### TASK DIRECTIONS
All records below should be repeated exactly, with the pictures left out.

### Stored data

_ _ _ _

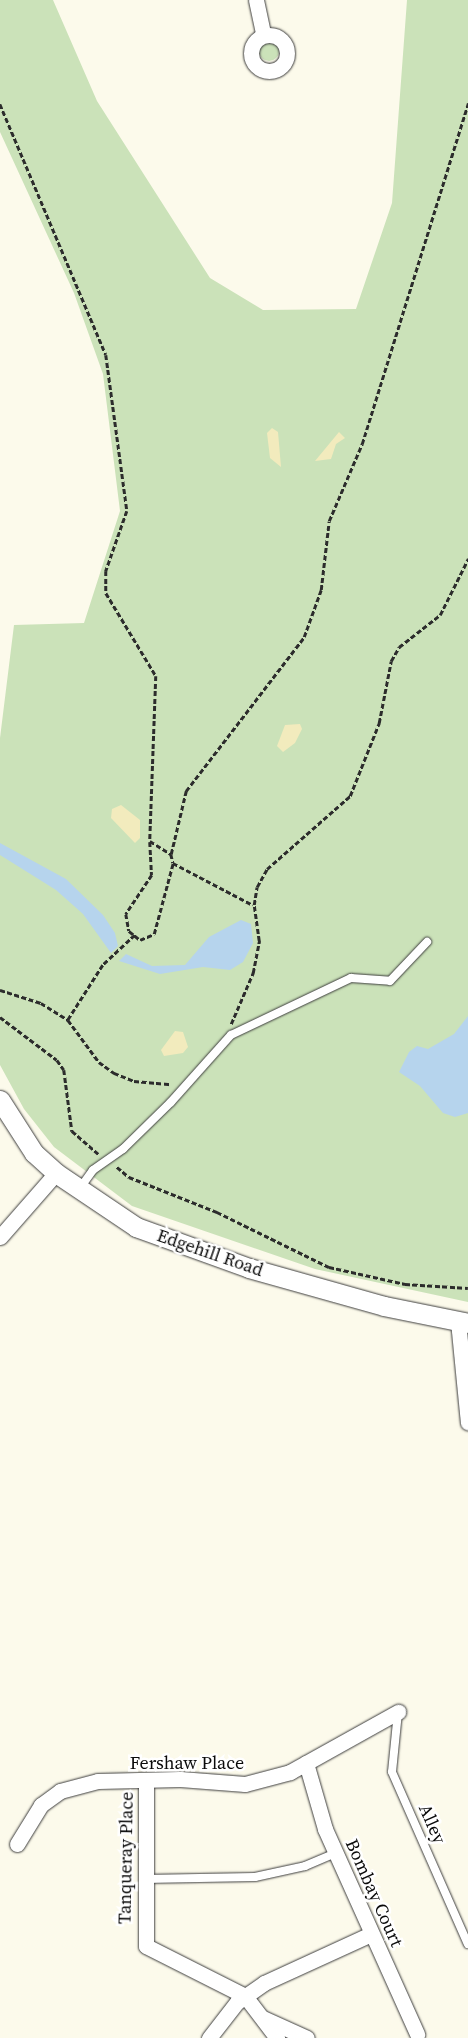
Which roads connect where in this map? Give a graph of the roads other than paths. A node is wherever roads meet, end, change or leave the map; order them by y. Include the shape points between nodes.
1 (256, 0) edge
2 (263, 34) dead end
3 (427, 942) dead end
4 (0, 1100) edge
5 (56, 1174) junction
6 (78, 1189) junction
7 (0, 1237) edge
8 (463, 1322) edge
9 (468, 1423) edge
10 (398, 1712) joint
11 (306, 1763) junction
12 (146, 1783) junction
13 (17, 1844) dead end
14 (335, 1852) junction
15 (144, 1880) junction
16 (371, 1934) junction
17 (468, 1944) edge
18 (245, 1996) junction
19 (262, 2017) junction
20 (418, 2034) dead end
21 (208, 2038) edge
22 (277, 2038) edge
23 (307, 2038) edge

_ _ _ _

### SOLUTION
Which roads connect where in this map? Give a graph of the roads other than paths. A node is wherever roads meet, end, change or leave the map; order them by y. Include the shape points between nodes.
1 (256, 0) edge
2 (263, 34) dead end
3 (427, 942) dead end
4 (0, 1100) edge
5 (56, 1174) junction
6 (78, 1189) junction
7 (0, 1237) edge
8 (463, 1322) edge
9 (468, 1423) edge
10 (398, 1712) joint
11 (306, 1763) junction
12 (146, 1783) junction
13 (17, 1844) dead end
14 (335, 1852) junction
15 (144, 1880) junction
16 (371, 1934) junction
17 (468, 1944) edge
18 (245, 1996) junction
19 (262, 2017) junction
20 (418, 2034) dead end
21 (208, 2038) edge
22 (277, 2038) edge
23 (307, 2038) edge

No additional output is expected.